Same here - I like to stick to the convention of whatever language I’m
using. To begin with I did use a lot more Perl-like stuff (I started
with
Ruby using an old Perl book. Don’t ask…) but now i’m starting to find
the Rubyisms that work for me ($LOAD_PATH instead of $: and so on).

It seems sensible to me to save the MatchData stuff for the times when
it’s needed. Java’s regexp support is purely OOP-based (of course, being
Java ;)) and I can’t remember when I last used it for something simple -
it’s just nowhere near as convenient as matching a literal regexp and
using the numbered variables…

Cheers,
Ross

akoSS · December 15, 2005, 11:35am

ako… wrote:

thank you. yes, it seems to be the only way. just that it is a shame
that we have to match the same expression again! the information was
available already, it was just discarded during the first match in
your sample.

I still didn’t get what exactly you want. Does this help?

‘a,b ,c’.split /\s*,\s*/
=> [“a”, “b”, “c”]

Kind regards

robert

akoSS · December 15, 2005, 3:45pm

Ross B. wrote on 12/14/2005 4:32 PM:

i need to capture all matches for a group. for example if

‘ab c’ =~ /^(.)*$/

You could try:

a regex tool i’m finding invaluable is “redet” (on freshmeat)

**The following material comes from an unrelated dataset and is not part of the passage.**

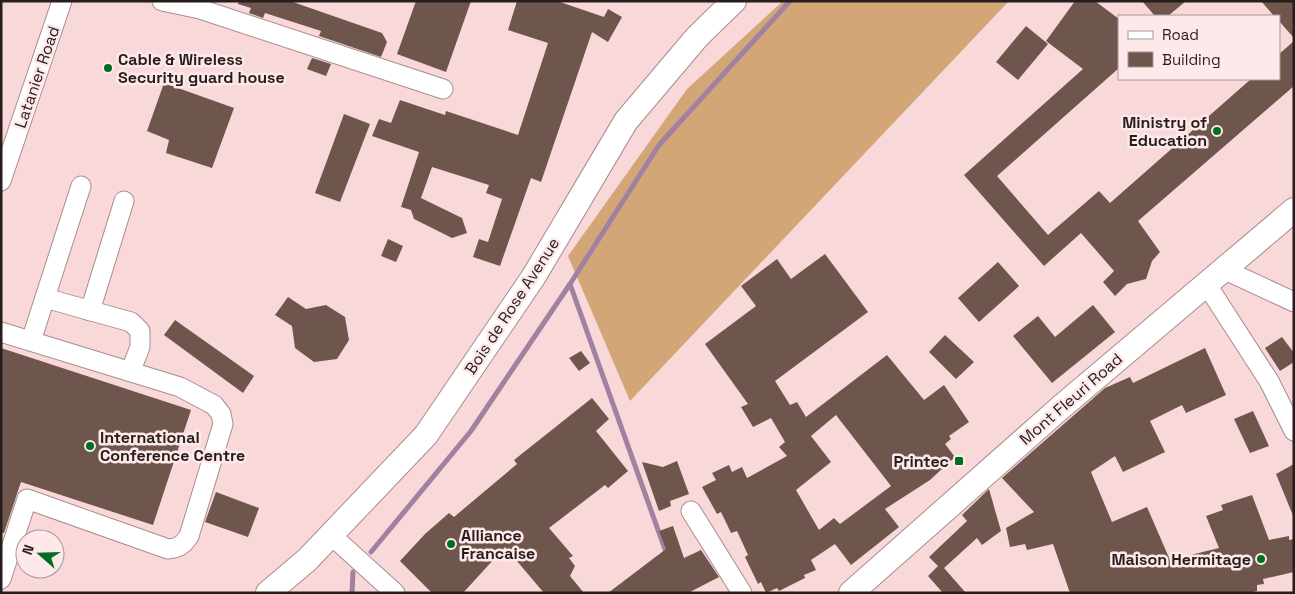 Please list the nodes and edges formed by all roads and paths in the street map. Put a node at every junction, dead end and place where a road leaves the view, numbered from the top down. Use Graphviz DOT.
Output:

works with a number of languages including ruby…

akoSS · December 15, 2005, 5:27pm

Quoting Neil S. [email protected]:

If the majority here uses globally scoped variables to store
locally used values, then that doesn’t say anything good for
this portion of the Ruby community.

Were you aware that $1 and friends aren’t actually globally scoped?

-mental

akoSS · December 15, 2005, 6:03pm

Neil S. [email protected] writes:

How convenient that you quote that without quoting the drawbacks listed
first…

Which drawbacks?

akoSS · December 15, 2005, 10:07am

On Thu, 15 Dec 2005 04:10:17 -0000, Jeff W. [email protected]
wrote:

PLEASE stop sending out code that uses any of the perl ${x} variables
…

Well, okay. No need to shout though, is there?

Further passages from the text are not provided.